____ Material provided
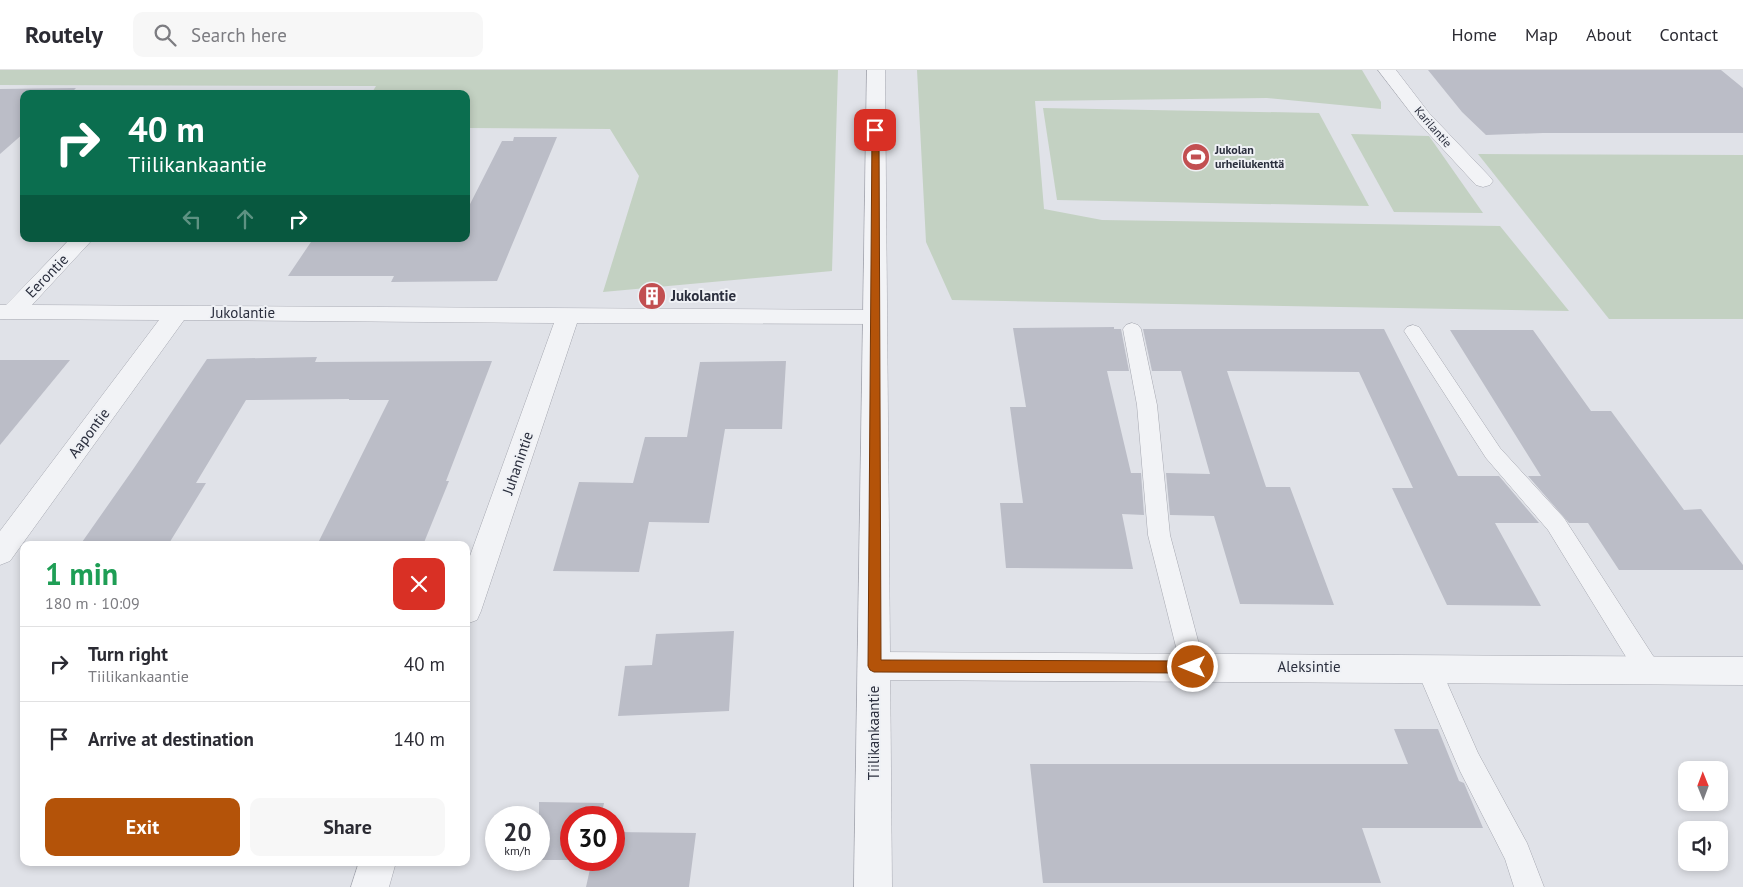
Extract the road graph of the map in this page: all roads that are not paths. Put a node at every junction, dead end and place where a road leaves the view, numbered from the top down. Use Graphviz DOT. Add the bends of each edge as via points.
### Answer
graph roads {
  1 [pos="876,70"];
  2 [pos="1387,70"];
  3 [pos="1483,181"];
  4 [pos="79,242"];
  5 [pos="6,312"];
  6 [pos="177,313"];
  7 [pos="568,315"];
  8 [pos="875,317"];
  9 [pos="1132,329"];
  10 [pos="1413,331"];
  11 [pos="0,553"];
  12 [pos="470,599"];
  13 [pos="874,666"];
  14 [pos="1193,667"];
  15 [pos="1428,668"];
  16 [pos="1648,670"];
  17 [pos="1743,671"];
  18 [pos="377,866"];
  19 [pos="370,887"];
  20 [pos="873,887"];
  21 [pos="1529,887"];
  1 -- 8 [label="street, Tiilikankaantie"];
  2 -- 3 [label="street, Karilantie" via="1423,117"];
  4 -- 5 [label="street, Eerontie"];
  5 -- 6 [label="street, Jukolantie"];
  6 -- 7 [label="street, Jukolantie"];
  6 -- 11 [label="street, Aapontie"];
  7 -- 8 [label="street, Jukolantie"];
  7 -- 12 [label="street, Juhanintie"];
  8 -- 13 [label="street, Tiilikankaantie"];
  9 -- 14 [label="lane" via="1147,405 1159,534"];
  10 -- 16 [label="lane" via="1493,453 1556,524"];
  13 -- 14 [label="street, Aleksintie"];
  13 -- 20 [label="street, Tiilikankaantie"];
  14 -- 15 [label="street, Aleksintie"];
  15 -- 16 [label="street, Aleksintie"];
  15 -- 21 [label="lane" via="1469,762 1517,853"];
  16 -- 17 [label="street, Aleksintie"];
  18 -- 19 [label="street"];
}
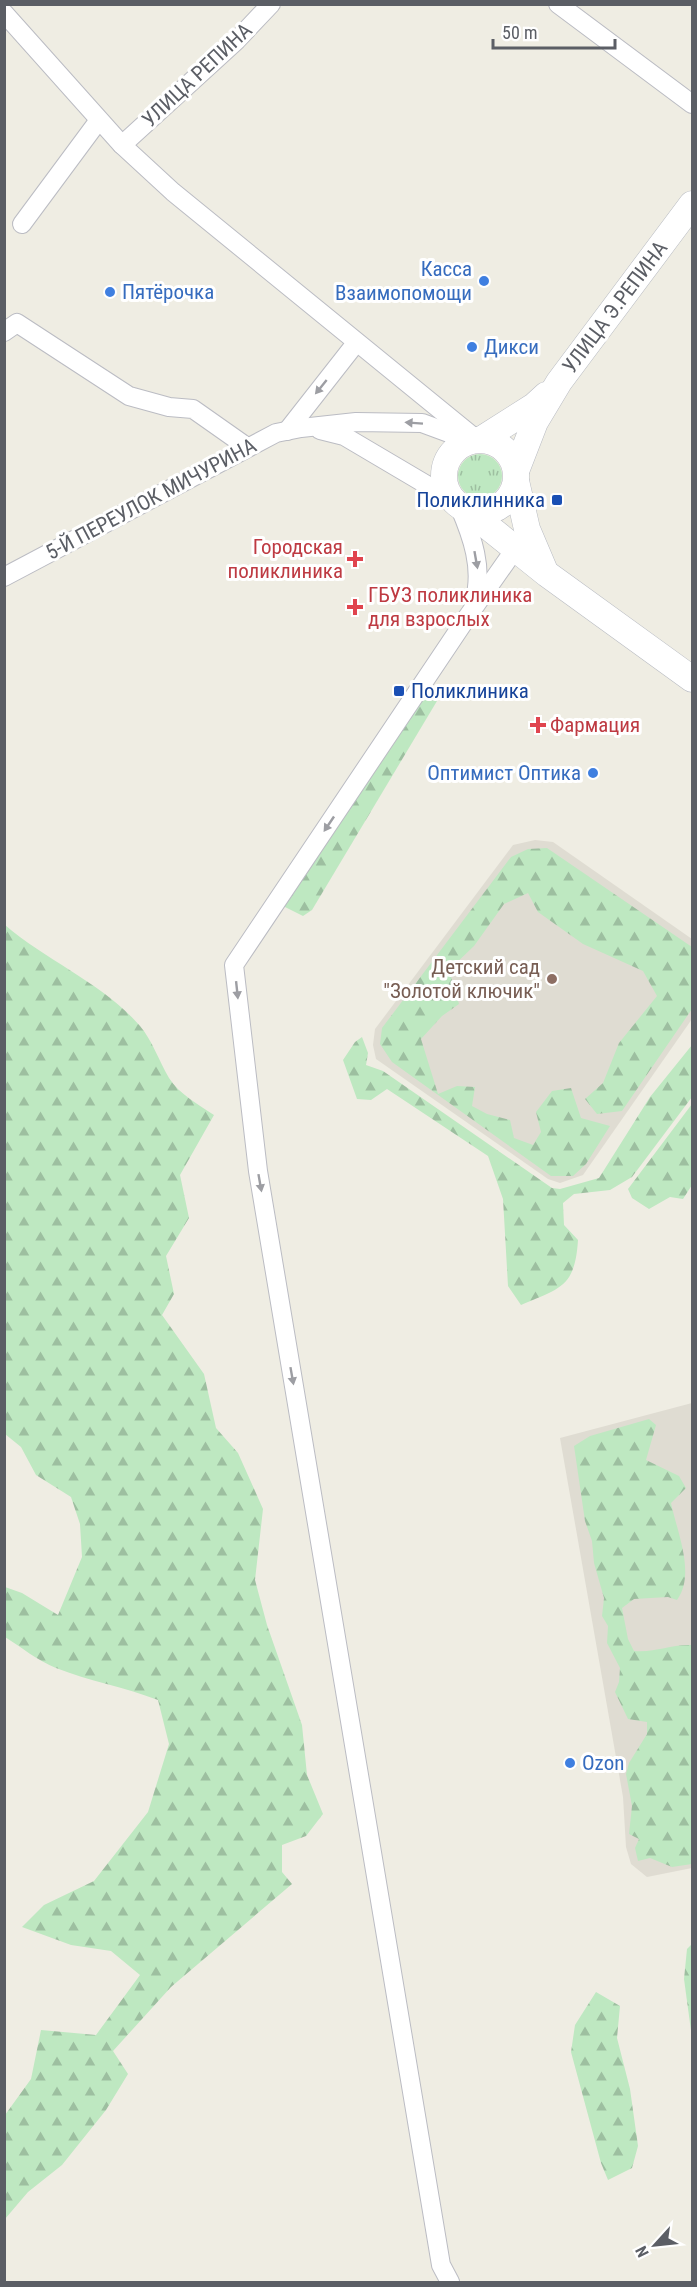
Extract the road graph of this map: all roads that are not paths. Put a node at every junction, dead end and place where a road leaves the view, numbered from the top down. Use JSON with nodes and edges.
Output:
{"nodes":[{"id":1,"x":271,"y":4,"type":"edge"},
{"id":2,"x":558,"y":4,"type":"edge"},
{"id":3,"x":4,"y":13,"type":"edge"},
{"id":4,"x":693,"y":104,"type":"edge"},
{"id":5,"x":99,"y":120,"type":"junction"},
{"id":6,"x":122,"y":145,"type":"junction"},
{"id":7,"x":693,"y":204,"type":"edge"},
{"id":8,"x":22,"y":224,"type":"dead end"},
{"id":9,"x":4,"y":332,"type":"edge"},
{"id":10,"x":356,"y":343,"type":"junction"},
{"id":11,"x":559,"y":382,"type":"junction"},
{"id":12,"x":294,"y":429,"type":"junction"},
{"id":13,"x":476,"y":440,"type":"junction"},
{"id":14,"x":247,"y":447,"type":"junction"},
{"id":15,"x":516,"y":476,"type":"junction"},
{"id":16,"x":460,"y":506,"type":"junction"},
{"id":17,"x":515,"y":549,"type":"junction"},
{"id":18,"x":547,"y":574,"type":"junction"},
{"id":19,"x":4,"y":577,"type":"edge"},
{"id":20,"x":468,"y":616,"type":"junction"},
{"id":21,"x":693,"y":679,"type":"edge"},
{"id":22,"x":450,"y":2283,"type":"edge"}],
"edges":[{"from":1,"to":6,"type":"street","name":"УЛИЦА РЕПИНА"},
{"from":2,"to":4,"type":"street"},
{"from":3,"to":5,"type":"street"},
{"from":5,"to":6,"type":"street"},
{"from":5,"to":8,"type":"street"},
{"from":6,"to":10,"type":"street"},
{"from":7,"to":11,"type":"street","name":"УЛИЦА Э.РЕПИНА"},
{"from":9,"to":14,"type":"street"},
{"from":10,"to":12,"type":"street","one_way":true},
{"from":10,"to":13,"type":"street"},
{"from":11,"to":13,"type":"street","name":"УЛИЦА Э.РЕПИНА"},
{"from":11,"to":15,"type":"street","name":"УЛИЦА Э.РЕПИНА"},
{"from":13,"to":12,"type":"street","name":"5-Й ПЕРЕУЛОК МИЧУРИНА","one_way":true},
{"from":12,"to":14,"type":"street","name":"5-Й ПЕРЕУЛОК МИЧУРИНА"},
{"from":12,"to":16,"type":"street","name":"5-Й ПЕРЕУЛОК МИЧУРИНА"},
{"from":13,"to":15,"type":"street"},
{"from":13,"to":16,"type":"street"},
{"from":14,"to":19,"type":"street","name":"5-Й ПЕРЕУЛОК МИЧУРИНА"},
{"from":15,"to":16,"type":"street"},
{"from":15,"to":18,"type":"street"},
{"from":16,"to":17,"type":"street"},
{"from":16,"to":20,"type":"street","one_way":true},
{"from":17,"to":18,"type":"street"},
{"from":17,"to":20,"type":"street"},
{"from":18,"to":21,"type":"street"},
{"from":20,"to":22,"type":"street","one_way":true}]}
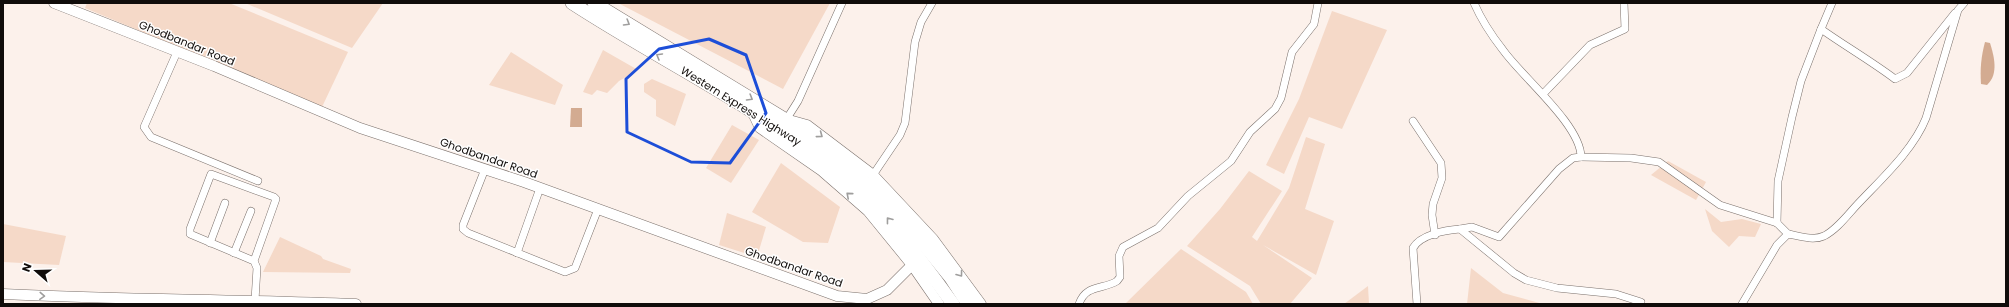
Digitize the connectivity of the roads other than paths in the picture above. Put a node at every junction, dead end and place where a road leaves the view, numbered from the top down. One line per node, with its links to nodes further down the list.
1 (54, 3): 13 (street, Ghodbandar Road)
2 (572, 3): 14 (highway, Western Express Highway, one-way to 2)
3 (594, 3): 14 (highway, Western Express Highway, one-way to 14)
4 (842, 3): 17 (street)
5 (932, 3): 21 (street)
6 (1318, 3): 45 (street)
7 (1474, 3): 15 (street)
8 (1624, 3): 15 (street)
9 (1832, 3): 12 (street)
10 (1964, 3): 11 (street)
11 (1958, 10): 12 (street); 29 (street)
12 (1821, 29): 27 (street)
13 (177, 52): 20 (street, Ghodbandar Road); 22 (street)
14 (727, 90): 16 (highway, Western Express Highway); 17 (highway, Western Express Highway, one-way to 17)
15 (1543, 94): 19 (street)
16 (751, 110): 35 (street, one-way to 16); 42 (highway, Western Express Highway, one-way to 16)
17 (786, 120): 21 (street, one-way to 21); 43 (highway, Western Express Highway)
18 (1413, 121): 30 (street)
19 (1581, 157): 27 (street); 28 (street)
20 (485, 169): 23 (street, Ghodbandar Road); 33 (street)
21 (873, 175): 44 (street, one-way to 44)
22 (258, 181)
23 (540, 188): 25 (street, Ghodbandar Road); 33 (street)
24 (225, 203): 31 (street)
25 (598, 209): 33 (street); 38 (street, Ghodbandar Road)
26 (251, 211): 32 (street)
27 (1777, 223): 29 (street)
28 (1460, 229): 30 (street); 39 (street)
29 (1788, 234): 47 (street)
30 (1435, 235): 46 (street)
31 (210, 243): 32 (street); 34 (street)
32 (234, 253): 34 (street)
33 (517, 253)
34 (254, 261): 37 (street)
35 (912, 265): 38 (street, Ghodbandar Road); 41 (street)
36 (3, 294): 37 (street, one-way to 37)
37 (254, 300): 40 (street)
38 (870, 302)
39 (1641, 302)
40 (356, 304)
41 (939, 304)
42 (953, 304)
43 (968, 304)
44 (981, 304)
45 (1079, 304)
46 (1418, 304)
47 (1742, 304)

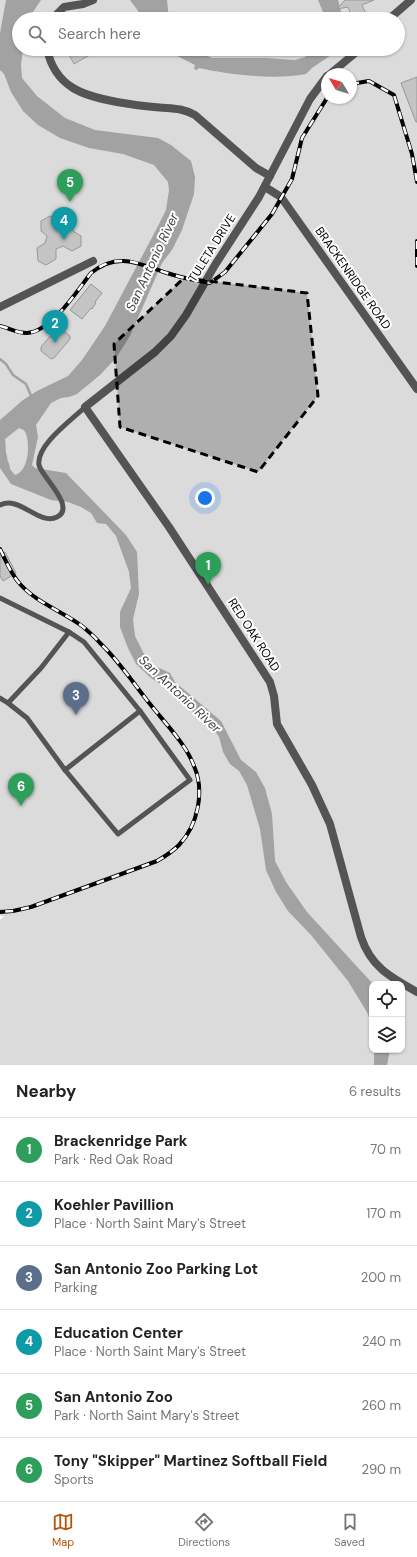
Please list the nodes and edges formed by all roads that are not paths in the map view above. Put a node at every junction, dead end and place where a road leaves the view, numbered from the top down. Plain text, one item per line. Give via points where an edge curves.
1 (93, 0) edge
2 (411, 0) edge
3 (59, 12) edge
4 (397, 12) edge
5 (49, 56) edge
6 (352, 56) edge
7 (337, 68) edge
8 (321, 84) edge
9 (270, 176) junction
10 (265, 187) junction
11 (93, 261) dead end
12 (0, 307) edge
13 (417, 390) edge
14 (85, 407) junction
15 (0, 505) edge
16 (0, 598) edge
17 (69, 632) junction
18 (0, 698) edge
19 (8, 703) junction
20 (140, 712) junction
21 (65, 770) junction
22 (417, 992) edge

1 - 3 street via 64,7
2 - 4 street
5 - 9 street via 57,74 66,83 89,96 139,106 176,108 195,115 253,165
6 - 7 street
8 - 9 street, TULETA DRIVE via 310,99
9 - 10 street, TULETA DRIVE
10 - 13 street, BRACKENRIDGE ROAD via 281,197
10 - 14 street, TULETA DRIVE via 171,336
11 - 12 street
14 - 15 lane via 40,454 40,468 62,501 59,516 47,518 12,503 5,502
14 - 22 street, RED OAK ROAD via 170,527 266,676 273,690 277,724 312,785 330,824 366,952 383,971
16 - 17 lane
17 - 19 lane via 41,668
17 - 20 lane via 84,642
18 - 19 lane
19 - 21 lane via 27,718
20 - 21 lane
20 - 21 lane via 190,780 118,834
________
■ Exercise ■
Leave out the pictures, then repeat the listing above exactly from its first line to the line with "Extract the road graph of this", inclusive.

■ Exercise solution ■
Extract the road graph of the map in this page: all roads that are not paths. Put a node at every junction, dead end and place where a road leaves the view, numbered from the top down. Use Graphviz DOT. Add the bends of each edge as via points.
### Answer
graph roads {
  1 [pos="876,70"];
  2 [pos="1387,70"];
  3 [pos="1483,181"];
  4 [pos="79,242"];
  5 [pos="6,312"];
  6 [pos="177,313"];
  7 [pos="568,315"];
  8 [pos="875,317"];
  9 [pos="1132,329"];
  10 [pos="1413,331"];
  11 [pos="0,553"];
  12 [pos="470,599"];
  13 [pos="874,666"];
  14 [pos="1193,667"];
  15 [pos="1428,668"];
  16 [pos="1648,670"];
  17 [pos="1743,671"];
  18 [pos="377,866"];
  19 [pos="370,887"];
  20 [pos="873,887"];
  21 [pos="1529,887"];
  1 -- 8 [label="street, Tiilikankaantie"];
  2 -- 3 [label="street, Karilantie" via="1423,117"];
  4 -- 5 [label="street, Eerontie"];
  5 -- 6 [label="street, Jukolantie"];
  6 -- 7 [label="street, Jukolantie"];
  6 -- 11 [label="street, Aapontie"];
  7 -- 8 [label="street, Jukolantie"];
  7 -- 12 [label="street, Juhanintie"];
  8 -- 13 [label="street, Tiilikankaantie"];
  9 -- 14 [label="lane" via="1147,405 1159,534"];
  10 -- 16 [label="lane" via="1493,453 1556,524"];
  13 -- 14 [label="street, Aleksintie"];
  13 -- 20 [label="street, Tiilikankaantie"];
  14 -- 15 [label="street, Aleksintie"];
  15 -- 16 [label="street, Aleksintie"];
  15 -- 21 [label="lane" via="1469,762 1517,853"];
  16 -- 17 [label="street, Aleksintie"];
  18 -- 19 [label="street"];
}
Extract the road graph of this map: all roads that are not paths. Put a node at every junction, dead end and place where a road leaves the view, numbered from the top down. Use JSON with nodes and edges.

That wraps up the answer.